Eighteen RCTs (n=45,058) were included in the review. Totals of 2,870 major cardiovascular events, 4,552 coronary events and 3,880 deaths were reported. Sample sizes ranged from 81 to 10,627. Trial quality was variable and poor reporting of criteria was widespread; this was particularly the case for randomisation, allocation concealment and use of intention-to-treat analysis. Completion rates ranged from 19% to 100%. Eight trials had a Jadad score of 4, five scored 2 points, four scored 1 and one trial scored 0.
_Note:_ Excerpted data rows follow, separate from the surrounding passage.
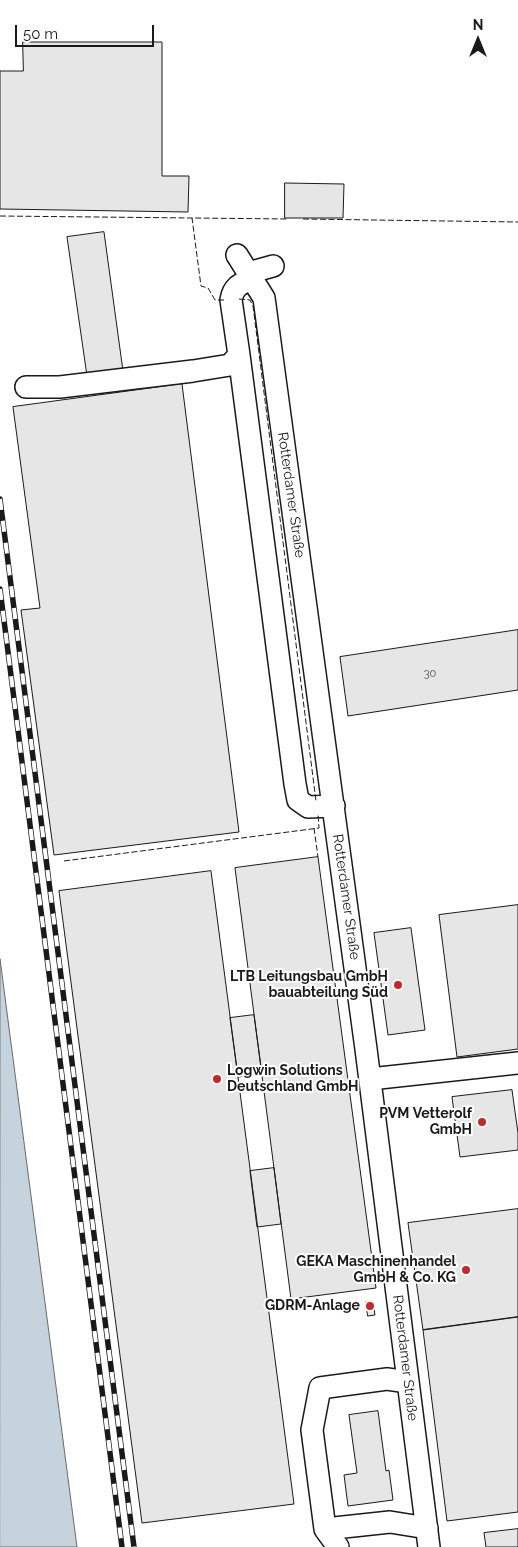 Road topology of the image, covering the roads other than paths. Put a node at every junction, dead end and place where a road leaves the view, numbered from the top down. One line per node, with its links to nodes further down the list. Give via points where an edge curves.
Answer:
1 (237, 254): 3 (street, Rotterdamer Straße)
2 (273, 266): 3 (street)
3 (249, 276): 4 (street, via 232,292); 6 (street, Rotterdamer Straße, via 264,298)
4 (239, 354): 5 (street, via 230,365 166,375 60,387); 6 (street, via 298,800 308,807)
5 (26, 387)
6 (334, 806): 8 (street, Rotterdamer Straße)
7 (518, 1063): 8 (street)
8 (370, 1079): 9 (street, Rotterdamer Straße)
9 (408, 1382): 10 (street, via 387,1379 320,1388 312,1430); 11 (street, Rotterdamer Straße)
10 (324, 1529): 11 (street, via 390,1522); 12 (street)
11 (428, 1538)
12 (338, 1547)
There was a statistically significant reduction in risk of cardiovascular events (RR 0.90, 95% CI 0.82 to 1.00; five RCTs), coronary events (RR 0.87, 95% CI 0.81 to 0.93; 16 RCTs), non-fatal coronary events (RR 0.81, 95% CI 0.75 to 0.89; 10 RCTs) and coronary revascularisation (RR 0.88, 95% CI 0.78 to 0.98; four RCTs) in groups treated with fibrates with no significant statistical heterogeneity. There were also benefits in reduced progression of albuminuria (RR 0.86, 95% CI 0.75 to 0.98; three RCTs) and retinopathy (RR 0.63, 95% CI 0.49 to 0.81; two RCTs).
No statistically significant differences between groups were found for the following outcomes: stroke; all-cause mortality; cardiovascular death; sudden death; non-vascular death; and serious drug-related adverse events. There were statistically significant increases in serum creatinine concentrations in fibrate groups (RR 1.99, 95% CI 1.46 to 2.70), but no other statistically significant differences in adverse events were found.
Results of subgroup and sensitivity analyses were reported. These included the finding that there was a stronger effect of therapy (p=0.03) in trials with a higher mean baseline triglyceride concentration. There was some evidence of publication bias for the outcome of coronary events, but not for major cardiovascular outcomes.